Hey guys over this past week I have decided to take a break from my dinosaur and try and make a full next gen game asset so that I could be ready when the time comes to make my dinosaur sculpt into a game asset.
This fire hydrant took me about a week to make from start to finish, but I still have to do some diffuse work.
The base mesh took me about 2 hours to make and then I took it into Zbrush for an hour to go the extra mile with the detail.
The software I used for this project was Blender for modeling, retopology, and uv mapping; Zbrush for the extra detailing; XNormal for baking out the normal and AO maps; and Marmoset for putting the render together.
The final polycount was somewhere around 2,800 polygons.
Here is the sculpt in Zbrush.
Here is the game asset rendered in Marmoset.
Replies
lol yeah I just started on the diffuse and I still need to do some work on it.
The sculpt itself looks a bit sloppy to be honest. Some areas lack sharpness (like the oval-esque shapes that are dug in around it could use some tightening up, still seem a bit rough). Also, some of the damage doesn't seem too appropriate. For instance, all those -same brush-size cuts that are going int he same direction. Why?
Anyway, I'm sure we could help more if we saw the textures.
@Shiniku I am aware that the sculpt was a bit sloppy. I really just wanted to get done with sculpting and just focus on getting done to baking and uv mapping since I haven't worked in those areas much.
Here is the normal map.
Edit: I just inverted my green channel and that doesn't seem to be the problem.
I found out what the problem was. Marmoset was inverting my normals so I flipped my green channel in gimp and it appeared to do the trick.
Apply some noise on it and you are set. If you are following the reference you will see that the paint on the fire hydrant have a bit of a noise, your material the first one was fine, but it needs to be a bit diminished so it wouldnt look like red crystal jar filled with ketchup.
Assuming you are using Zbrush, so here it is. Apply noise to the existing material, you need not to put the skintone material but a matcap gray material would do just fine. That and/or matcap metal or matcap satin01 would also work. But the noise is essential. Do not apply cuts to the mesh until you have initially made the basic fire hydrant.
http://dl.dropbox.com/u/7401935/250px-Downtown_Charlottesville_fire_hydrant.jpg
LOL, I totally see it.
really nice
I like all your dents though, it adds a lot of character to it
I think Zbrush is NOT the best option for making this kind of object.I'd model the whole object in 3Dsmax or revelant then import to the Zbrush for just small dents and scratches(optional).Your zbrush work is overdone,shapes are deformed too much.In some areas It gives the clay feeling instead of metal.My opinion you should scrap this because your low poly ended up really messy.Maybe you can try to model low-poly from scratch in a modeling app by importing the hi-poly mesh.
That's pretty much what I did.
The only thing you could possibly want to sculpt is flaking paint, but you are probably better off doing that with just doing that with crazy bump or something.

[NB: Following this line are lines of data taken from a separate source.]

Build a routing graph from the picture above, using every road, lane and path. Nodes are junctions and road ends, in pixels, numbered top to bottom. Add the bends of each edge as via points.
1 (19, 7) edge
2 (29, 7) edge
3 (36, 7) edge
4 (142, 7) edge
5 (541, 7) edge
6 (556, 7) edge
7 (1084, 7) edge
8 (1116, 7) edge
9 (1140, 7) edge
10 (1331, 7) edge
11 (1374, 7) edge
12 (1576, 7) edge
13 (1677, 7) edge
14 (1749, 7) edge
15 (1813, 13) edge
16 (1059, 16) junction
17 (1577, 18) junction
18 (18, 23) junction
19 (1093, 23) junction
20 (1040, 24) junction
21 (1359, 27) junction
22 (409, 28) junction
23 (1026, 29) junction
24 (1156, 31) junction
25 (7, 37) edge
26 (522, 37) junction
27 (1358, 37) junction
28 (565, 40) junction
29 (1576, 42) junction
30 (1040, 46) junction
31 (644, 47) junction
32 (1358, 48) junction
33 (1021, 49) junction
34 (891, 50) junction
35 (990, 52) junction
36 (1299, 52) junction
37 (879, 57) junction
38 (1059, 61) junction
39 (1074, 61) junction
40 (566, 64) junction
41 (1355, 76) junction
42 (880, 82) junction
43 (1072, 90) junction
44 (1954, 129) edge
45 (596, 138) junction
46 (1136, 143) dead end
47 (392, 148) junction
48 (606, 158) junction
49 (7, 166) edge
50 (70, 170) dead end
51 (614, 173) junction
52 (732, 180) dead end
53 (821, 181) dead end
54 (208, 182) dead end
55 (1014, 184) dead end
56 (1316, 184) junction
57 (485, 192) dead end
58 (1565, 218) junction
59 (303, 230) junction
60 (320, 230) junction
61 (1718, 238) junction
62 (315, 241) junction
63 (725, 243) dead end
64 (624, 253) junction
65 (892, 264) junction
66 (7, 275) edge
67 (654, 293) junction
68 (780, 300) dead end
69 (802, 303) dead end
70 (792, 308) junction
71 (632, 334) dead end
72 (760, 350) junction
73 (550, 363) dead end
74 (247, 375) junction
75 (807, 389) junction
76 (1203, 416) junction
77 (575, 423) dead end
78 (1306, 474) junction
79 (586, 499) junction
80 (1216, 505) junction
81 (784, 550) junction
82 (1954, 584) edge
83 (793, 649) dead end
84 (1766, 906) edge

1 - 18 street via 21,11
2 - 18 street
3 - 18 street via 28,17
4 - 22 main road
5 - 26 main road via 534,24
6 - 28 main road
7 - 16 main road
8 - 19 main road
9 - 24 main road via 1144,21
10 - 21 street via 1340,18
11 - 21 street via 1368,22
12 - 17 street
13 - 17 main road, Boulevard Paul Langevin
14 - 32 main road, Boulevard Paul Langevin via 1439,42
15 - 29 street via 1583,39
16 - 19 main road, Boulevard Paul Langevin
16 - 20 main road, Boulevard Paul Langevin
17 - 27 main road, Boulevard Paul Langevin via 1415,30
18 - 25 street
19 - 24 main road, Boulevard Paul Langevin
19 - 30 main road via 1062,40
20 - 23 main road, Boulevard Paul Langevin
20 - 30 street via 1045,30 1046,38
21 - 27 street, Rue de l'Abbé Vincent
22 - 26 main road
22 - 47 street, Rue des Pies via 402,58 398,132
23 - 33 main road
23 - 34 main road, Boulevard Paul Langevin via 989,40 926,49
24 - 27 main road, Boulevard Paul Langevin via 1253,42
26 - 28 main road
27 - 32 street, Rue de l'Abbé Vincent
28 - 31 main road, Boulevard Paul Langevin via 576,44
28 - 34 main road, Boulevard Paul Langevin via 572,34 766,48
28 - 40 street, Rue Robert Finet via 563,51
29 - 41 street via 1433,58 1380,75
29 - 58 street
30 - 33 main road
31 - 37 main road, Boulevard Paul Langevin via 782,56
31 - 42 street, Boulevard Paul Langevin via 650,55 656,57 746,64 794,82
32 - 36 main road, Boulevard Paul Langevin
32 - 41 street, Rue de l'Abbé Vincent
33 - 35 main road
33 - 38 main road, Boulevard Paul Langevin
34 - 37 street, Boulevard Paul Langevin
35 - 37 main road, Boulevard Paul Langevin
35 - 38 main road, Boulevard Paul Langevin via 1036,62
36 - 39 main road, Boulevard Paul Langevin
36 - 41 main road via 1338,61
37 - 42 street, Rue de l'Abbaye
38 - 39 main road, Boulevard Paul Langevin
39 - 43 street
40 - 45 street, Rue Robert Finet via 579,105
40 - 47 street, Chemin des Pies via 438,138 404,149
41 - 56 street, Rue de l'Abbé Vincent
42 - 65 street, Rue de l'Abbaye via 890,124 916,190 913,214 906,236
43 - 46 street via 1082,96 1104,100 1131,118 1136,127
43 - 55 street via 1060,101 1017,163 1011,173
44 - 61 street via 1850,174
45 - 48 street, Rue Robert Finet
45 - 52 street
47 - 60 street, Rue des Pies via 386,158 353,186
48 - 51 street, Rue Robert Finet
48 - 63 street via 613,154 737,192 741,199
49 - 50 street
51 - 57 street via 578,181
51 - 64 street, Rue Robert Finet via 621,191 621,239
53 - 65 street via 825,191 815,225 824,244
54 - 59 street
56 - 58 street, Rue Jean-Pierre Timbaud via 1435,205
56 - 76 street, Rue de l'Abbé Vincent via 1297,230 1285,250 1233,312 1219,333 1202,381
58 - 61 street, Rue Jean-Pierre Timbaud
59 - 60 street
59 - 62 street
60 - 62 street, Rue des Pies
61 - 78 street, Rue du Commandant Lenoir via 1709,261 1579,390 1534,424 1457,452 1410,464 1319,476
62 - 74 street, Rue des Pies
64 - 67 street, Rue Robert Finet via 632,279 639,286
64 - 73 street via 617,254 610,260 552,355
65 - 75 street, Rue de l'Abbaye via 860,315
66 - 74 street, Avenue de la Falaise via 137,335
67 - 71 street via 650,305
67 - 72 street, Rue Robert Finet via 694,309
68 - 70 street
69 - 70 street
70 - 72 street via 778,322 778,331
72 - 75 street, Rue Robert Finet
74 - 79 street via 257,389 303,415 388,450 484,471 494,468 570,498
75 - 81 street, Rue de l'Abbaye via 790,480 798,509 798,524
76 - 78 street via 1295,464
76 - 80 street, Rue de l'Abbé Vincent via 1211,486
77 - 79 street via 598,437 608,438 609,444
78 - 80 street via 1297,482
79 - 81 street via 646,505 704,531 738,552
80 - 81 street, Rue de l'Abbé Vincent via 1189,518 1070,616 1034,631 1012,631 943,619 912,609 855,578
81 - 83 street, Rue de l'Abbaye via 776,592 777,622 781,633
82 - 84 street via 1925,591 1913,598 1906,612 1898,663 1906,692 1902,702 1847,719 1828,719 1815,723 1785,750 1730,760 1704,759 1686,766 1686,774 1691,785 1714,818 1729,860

what the fuck. it's melting.
firstly, your sculpt is very organic and feels like you went overboard with high frequency details and just scraped away at every possible edge. check references for how these objects take damage. overall the scuplt isn't that bad but it definately suffers from "just one more scratch!" syndrome.
the uv layout is messy, massive waste and non-straight angles everywhere means doing any kind of clean texturing is going to be difficult, you'll have jaggy pixels all over the place. as an example, imagine adding some text to the main body and think about how tough it'd be to get it looking straight.
the low poly, 2800 triangles for an object that's going to be TINY ingame is obscene.
your low poly also is very blobby and doesn't feel at all like a hard surface real-world object.
also look at where you are spending triangles. i see edge loops in places that are completely unneccesary, yet for the largest cylinder you have cheapened out and not given enough edges to keep the LP looking like the HP.
give it another shot, it's a good start and you have the potential to make a nice piece. it's just overall it looks like you rushed it and didn't think about a few things.
Yes I honestly did rush it just so I could get to baking and uv mapping. I apologize for that and I'm more of an organic artist so that may have came through in my sculpt somewhat.
I find with hard surface models it's easier to create your low poly from scratch. You just can't get the same symmetry from doing a by-hand retopo. You're in luck since this object is basically a lot of beveled cylinders.
It doesn't all need to be one mesh either! You could have the cylindrical parts that stick out as separate meshes. The advantage of that is that you could actually bake them separately which make relieve some headaches when you bake.
Also, remember to chamfer your 90 degree edges otherwise you will have no end of normal issues.
Finally, be careful of your triangle density. You have lots of edge loops here and they're not all that necessary.
And yeah, edges on a fire hydrant should be very minimally dented/damaged/worn. The reason why you don't need to go overboard with the sculpting and the high frequency details is that your diffuse should take care of those normals. At the most you should only need to sculpt dents/scratches in ZBrush.